From the line holding "Trace all roads" to the final line below, restate each line word for word and add nothing.

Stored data
□ □ □ □ □

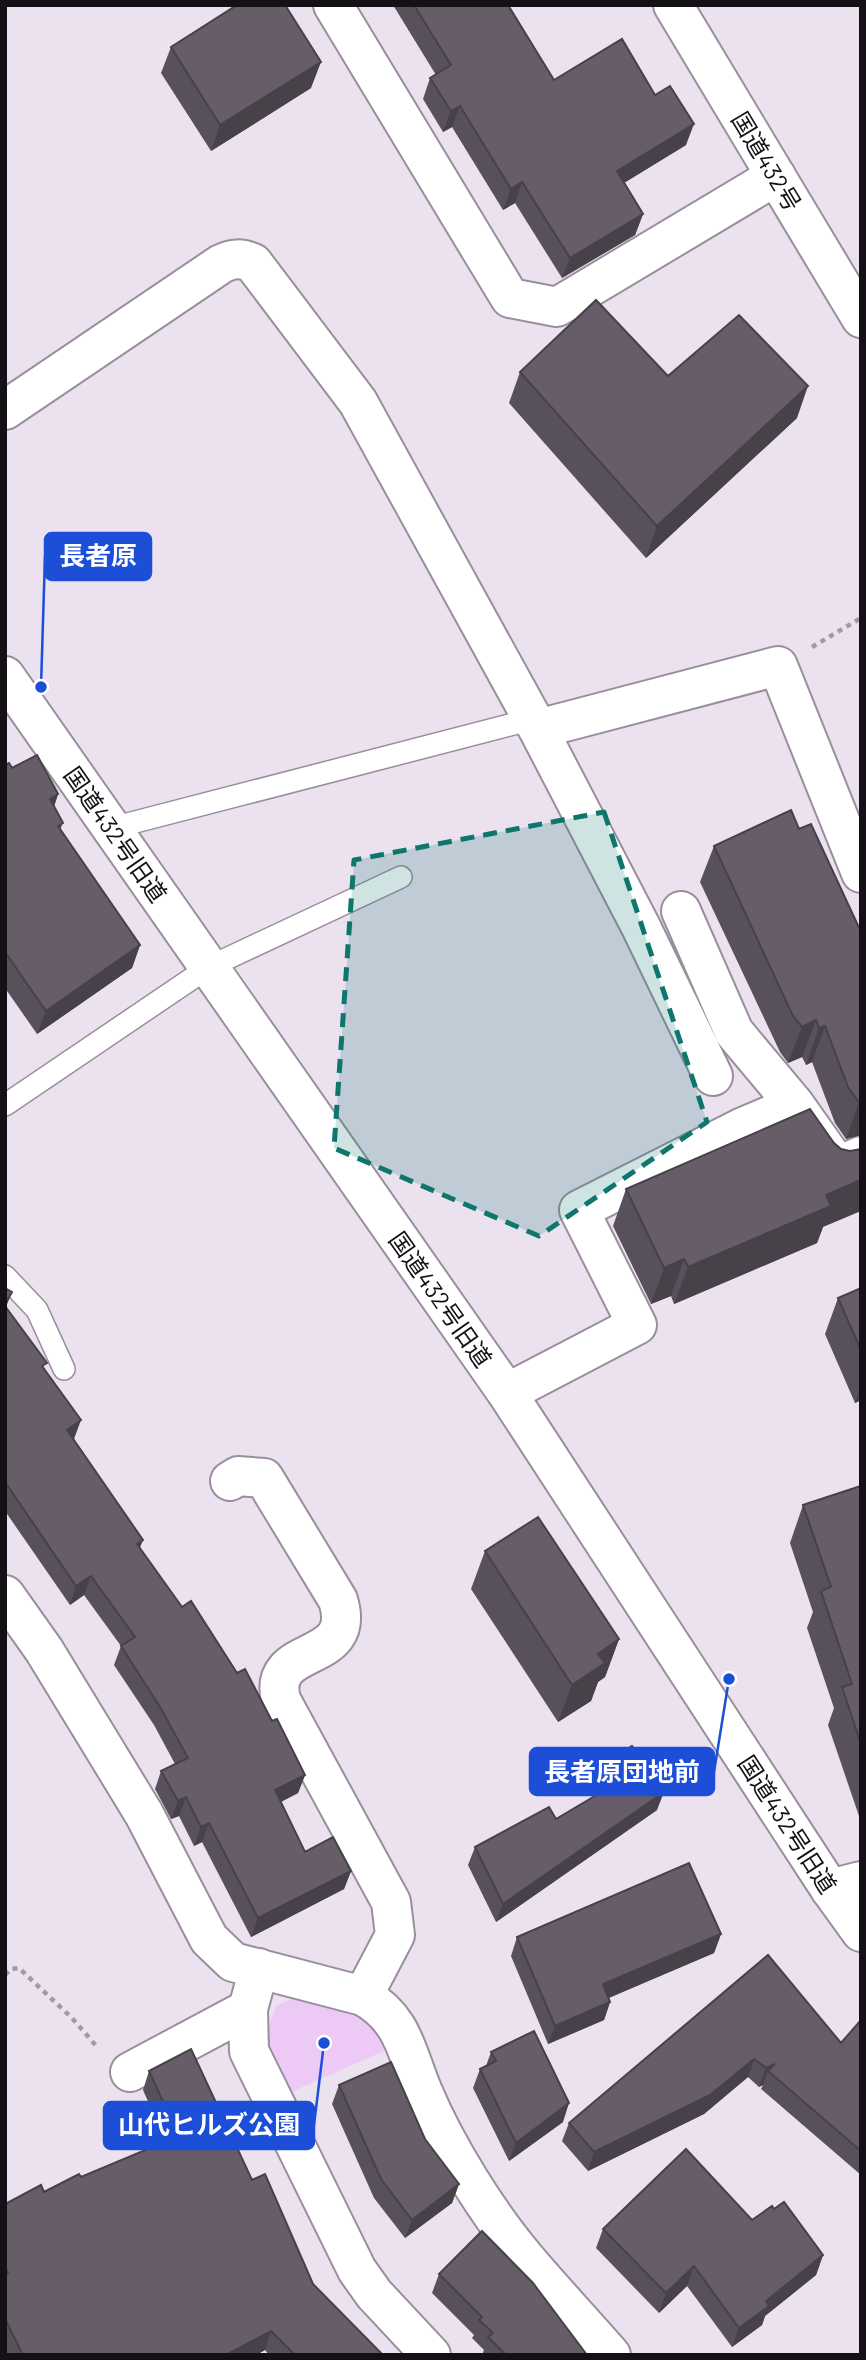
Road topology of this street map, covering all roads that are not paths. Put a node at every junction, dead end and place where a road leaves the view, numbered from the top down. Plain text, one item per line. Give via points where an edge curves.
1 (333, 5) edge
2 (673, 5) edge
3 (776, 176) junction
4 (861, 318) edge
5 (5, 411) edge
6 (5, 676) edge
7 (536, 724) junction
8 (112, 828) junction
9 (861, 873) edge
10 (401, 877) dead end
11 (681, 911) dead end
12 (209, 967) junction
13 (713, 1076) dead end
14 (5, 1105) edge
15 (795, 1105) junction
16 (861, 1156) edge
17 (5, 1276) edge
18 (64, 1369) dead end
19 (507, 1393) junction
20 (230, 1481) dead end
21 (5, 1595) edge
22 (845, 1885) edge
23 (861, 1932) edge
24 (259, 1968) junction
25 (363, 1996) junction
26 (248, 2009) junction
27 (130, 2072) road end
28 (431, 2355) edge
29 (611, 2355) edge

1 - 3 main road via 510,298 557,307
2 - 3 main road, 国道432号
3 - 4 main road, 国道432号
5 - 7 main road via 221,264 232,259 253,263 358,402
6 - 8 main road, 国道432号旧道
7 - 8 lane
7 - 9 main road via 778,666
7 - 13 main road
8 - 12 main road, 国道432号旧道
10 - 12 lane
11 - 15 main road via 734,1032
12 - 14 lane
12 - 19 main road, 国道432号旧道
15 - 16 main road via 838,1166
15 - 19 main road via 579,1210 637,1325
17 - 18 lane via 37,1310
19 - 22 main road, 国道432号旧道
20 - 25 main road via 239,1476 264,1478 341,1611 335,1639 292,1664 279,1680 278,1689 391,1902 395,1934
21 - 24 main road via 144,1814 209,1939 233,1962
22 - 23 main road, 国道432号旧道
24 - 25 main road
24 - 26 main road
25 - 29 main road via 391,2017 424,2095 487,2205 525,2258
26 - 27 main road
26 - 28 main road via 249,2051 356,2270

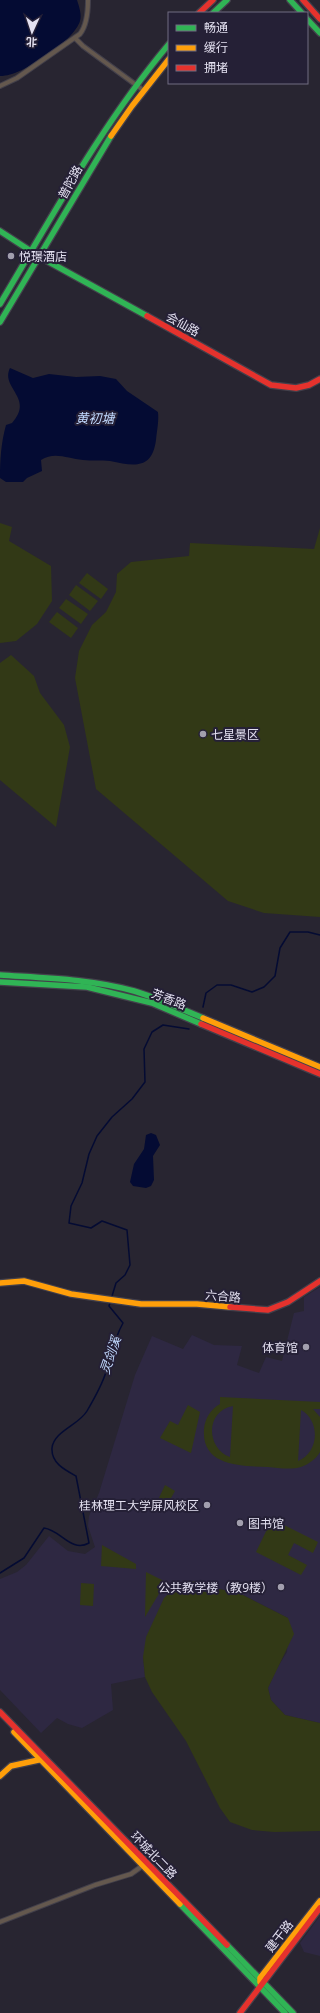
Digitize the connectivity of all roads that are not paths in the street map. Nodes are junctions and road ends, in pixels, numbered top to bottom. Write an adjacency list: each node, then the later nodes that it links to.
1 (88, 0): 13 (street)
2 (212, 0): 7 (main road)
3 (232, 0): 6 (main road)
4 (303, 0): 10 (main road)
5 (289, 1): 9 (main road)
6 (225, 2): 8 (main road)
7 (199, 12)
8 (214, 12)
9 (301, 12)
10 (320, 19)
11 (308, 20): 12 (main road)
12 (320, 33)
13 (76, 38): 16 (street); 17 (street)
14 (168, 45): 16 (main road, 普陀路)
15 (168, 60): 18 (main road, 普陀路)
16 (135, 85): 18 (street); 20 (main road, 普陀路)
17 (0, 86)
18 (143, 90): 21 (main road, 普陀路)
19 (0, 231): 20 (main road, 会仙路)
20 (32, 252): 21 (main road, 会仙路); 22 (main road, 普陀路)
21 (40, 256): 23 (main road, 普陀路); 24 (main road, 会仙路)
22 (0, 304)
23 (0, 322)
24 (320, 379)
25 (0, 975): 27 (main road, 芳香路)
26 (0, 982): 28 (main road, 芳香路)
27 (320, 1067)
28 (320, 1074)
29 (320, 1281): 30 (main road, 六合路)
30 (0, 1283)
31 (0, 1712): 33 (main road, 环城北二路)
32 (0, 1718): 33 (main road, 环城北二路)
33 (43, 1759): 34 (main road); 35 (main road, 环城北二路)
34 (0, 1776)
35 (145, 1864): 38 (street); 39 (main road, 环城北二路); 40 (main road, 环城北二路)
36 (320, 1902): 39 (main road, 建干路)
37 (320, 1908): 40 (main road, 建干路)
38 (0, 1922)
39 (260, 1978): 40 (main road, 环城北二路)
40 (262, 1985): 41 (main road, 建干路); 42 (main road, 环城北二路); 43 (main road, 环城北二路)
41 (240, 2013)
42 (286, 2013)
43 (293, 2013)

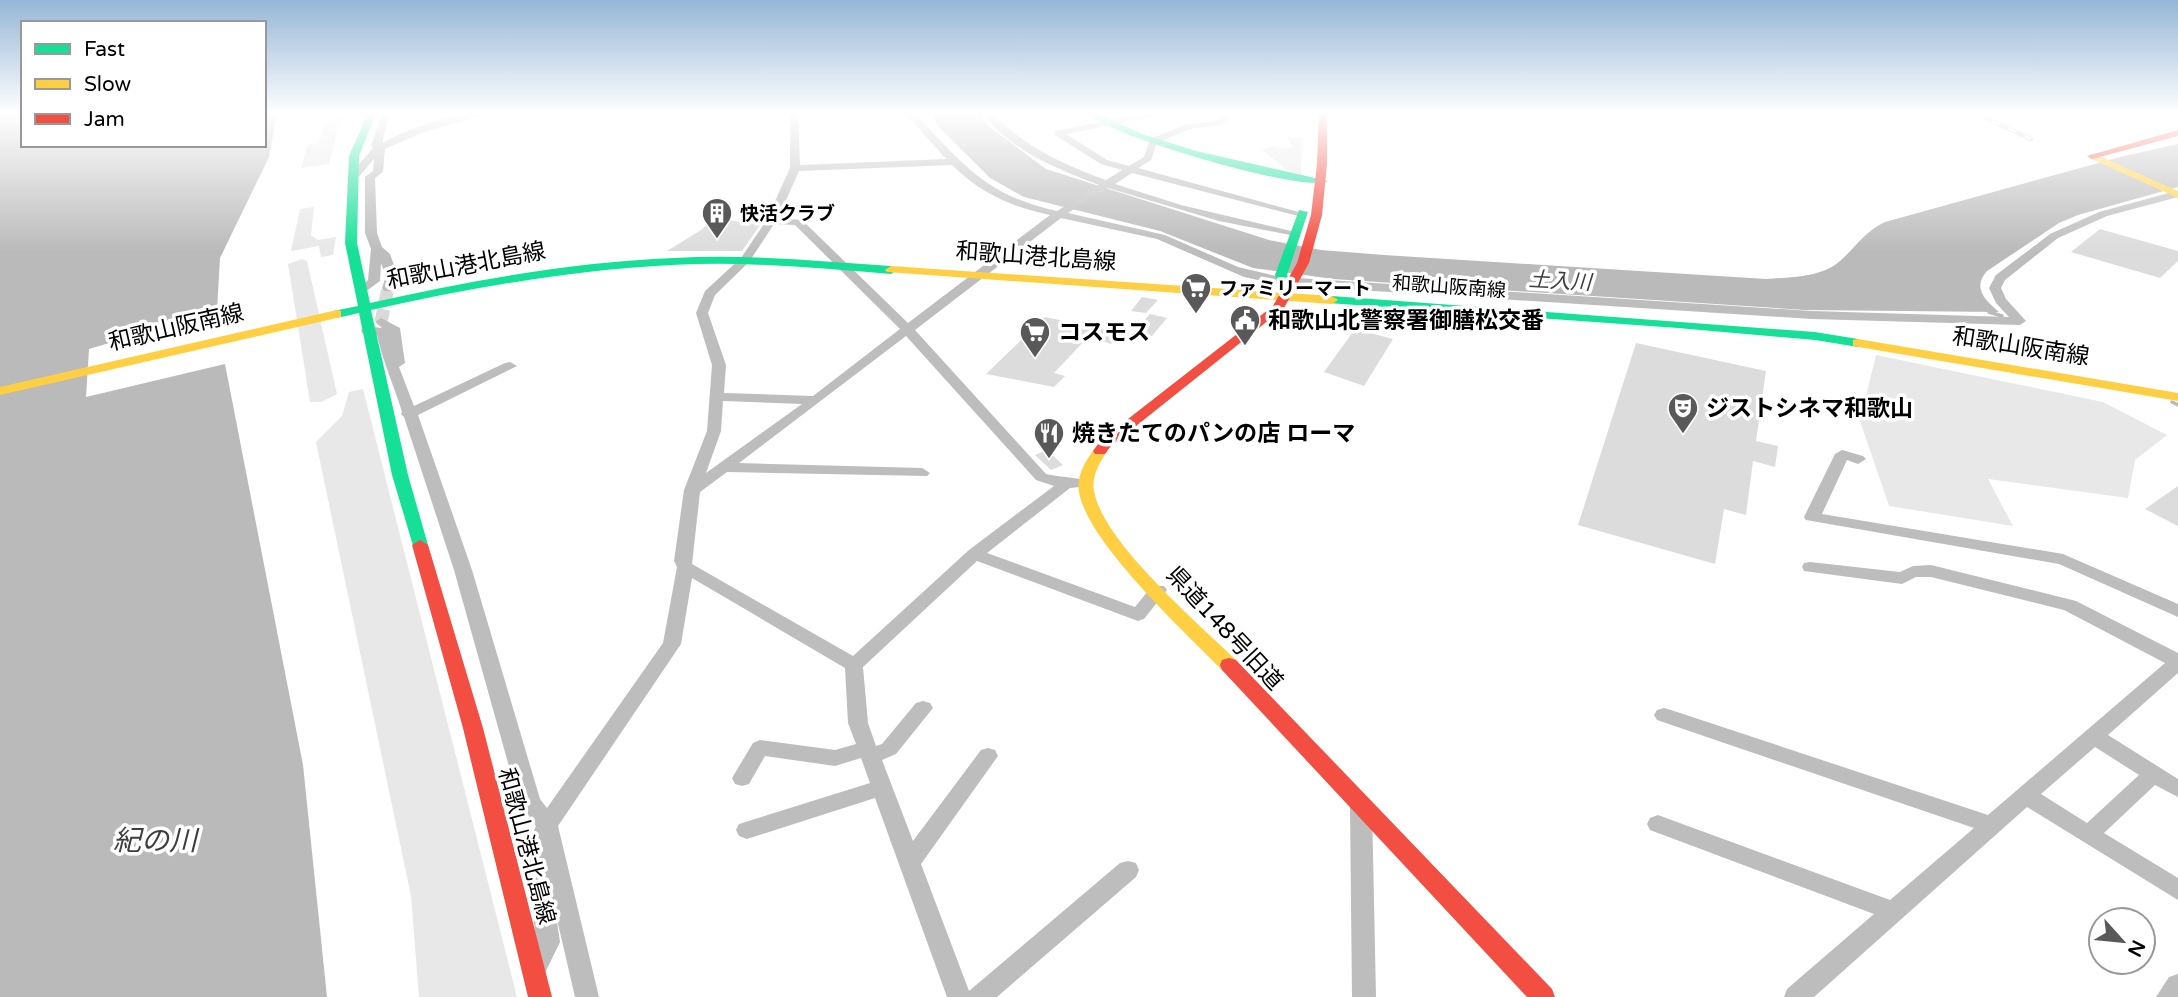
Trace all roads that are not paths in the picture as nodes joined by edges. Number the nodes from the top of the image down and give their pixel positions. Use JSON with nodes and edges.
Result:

□ □ □ □ □

Output for this exercise —
Trace all roads that are not paths in the picture as nodes joined by edges. Number the nodes from the top of the image down and give their pixel positions. Use JSON with nodes and edges.
Result:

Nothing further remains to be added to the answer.